[Exercise details] Write the full listing out again, keeping every line exactly as it is.

[Data for processing]
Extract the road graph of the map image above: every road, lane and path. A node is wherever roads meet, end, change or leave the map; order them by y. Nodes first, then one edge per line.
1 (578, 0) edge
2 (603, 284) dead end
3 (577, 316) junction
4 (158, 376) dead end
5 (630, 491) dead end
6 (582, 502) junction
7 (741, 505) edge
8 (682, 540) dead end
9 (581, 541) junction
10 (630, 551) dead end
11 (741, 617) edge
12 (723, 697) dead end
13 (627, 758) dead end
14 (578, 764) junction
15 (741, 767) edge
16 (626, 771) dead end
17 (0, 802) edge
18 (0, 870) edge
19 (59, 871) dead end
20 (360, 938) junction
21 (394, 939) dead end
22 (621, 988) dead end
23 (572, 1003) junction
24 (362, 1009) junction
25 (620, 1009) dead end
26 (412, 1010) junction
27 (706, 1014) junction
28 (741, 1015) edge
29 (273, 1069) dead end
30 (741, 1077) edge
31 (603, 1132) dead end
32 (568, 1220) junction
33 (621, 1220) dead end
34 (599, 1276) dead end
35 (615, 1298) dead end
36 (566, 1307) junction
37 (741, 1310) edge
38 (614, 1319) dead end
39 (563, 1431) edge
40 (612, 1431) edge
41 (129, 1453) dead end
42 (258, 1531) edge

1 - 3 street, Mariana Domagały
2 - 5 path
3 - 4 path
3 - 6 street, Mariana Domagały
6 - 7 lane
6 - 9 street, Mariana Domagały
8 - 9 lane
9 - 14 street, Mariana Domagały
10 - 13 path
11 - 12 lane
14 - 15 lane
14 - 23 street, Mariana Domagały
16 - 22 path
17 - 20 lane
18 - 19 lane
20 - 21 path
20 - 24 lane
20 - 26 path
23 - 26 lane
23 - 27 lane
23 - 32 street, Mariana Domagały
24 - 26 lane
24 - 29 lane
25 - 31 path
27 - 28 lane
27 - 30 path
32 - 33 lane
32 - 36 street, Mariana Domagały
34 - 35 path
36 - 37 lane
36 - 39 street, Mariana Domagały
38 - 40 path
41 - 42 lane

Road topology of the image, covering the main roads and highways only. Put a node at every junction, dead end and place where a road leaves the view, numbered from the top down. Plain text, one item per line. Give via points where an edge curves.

[Answer for this exercise]
Extract the road graph of the map image above: every road, lane and path. A node is wherever roads meet, end, change or leave the map; order them by y. Nodes first, then one edge per line.
1 (578, 0) edge
2 (603, 284) dead end
3 (577, 316) junction
4 (158, 376) dead end
5 (630, 491) dead end
6 (582, 502) junction
7 (741, 505) edge
8 (682, 540) dead end
9 (581, 541) junction
10 (630, 551) dead end
11 (741, 617) edge
12 (723, 697) dead end
13 (627, 758) dead end
14 (578, 764) junction
15 (741, 767) edge
16 (626, 771) dead end
17 (0, 802) edge
18 (0, 870) edge
19 (59, 871) dead end
20 (360, 938) junction
21 (394, 939) dead end
22 (621, 988) dead end
23 (572, 1003) junction
24 (362, 1009) junction
25 (620, 1009) dead end
26 (412, 1010) junction
27 (706, 1014) junction
28 (741, 1015) edge
29 (273, 1069) dead end
30 (741, 1077) edge
31 (603, 1132) dead end
32 (568, 1220) junction
33 (621, 1220) dead end
34 (599, 1276) dead end
35 (615, 1298) dead end
36 (566, 1307) junction
37 (741, 1310) edge
38 (614, 1319) dead end
39 (563, 1431) edge
40 (612, 1431) edge
41 (129, 1453) dead end
42 (258, 1531) edge

1 - 3 street, Mariana Domagały
2 - 5 path
3 - 4 path
3 - 6 street, Mariana Domagały
6 - 7 lane
6 - 9 street, Mariana Domagały
8 - 9 lane
9 - 14 street, Mariana Domagały
10 - 13 path
11 - 12 lane
14 - 15 lane
14 - 23 street, Mariana Domagały
16 - 22 path
17 - 20 lane
18 - 19 lane
20 - 21 path
20 - 24 lane
20 - 26 path
23 - 26 lane
23 - 27 lane
23 - 32 street, Mariana Domagały
24 - 26 lane
24 - 29 lane
25 - 31 path
27 - 28 lane
27 - 30 path
32 - 33 lane
32 - 36 street, Mariana Domagały
34 - 35 path
36 - 37 lane
36 - 39 street, Mariana Domagały
38 - 40 path
41 - 42 lane

Road topology of the image, covering the main roads and highways only. Put a node at every junction, dead end and place where a road leaves the view, numbered from the top down. Plain text, one item per line. Give via points where an edge curves.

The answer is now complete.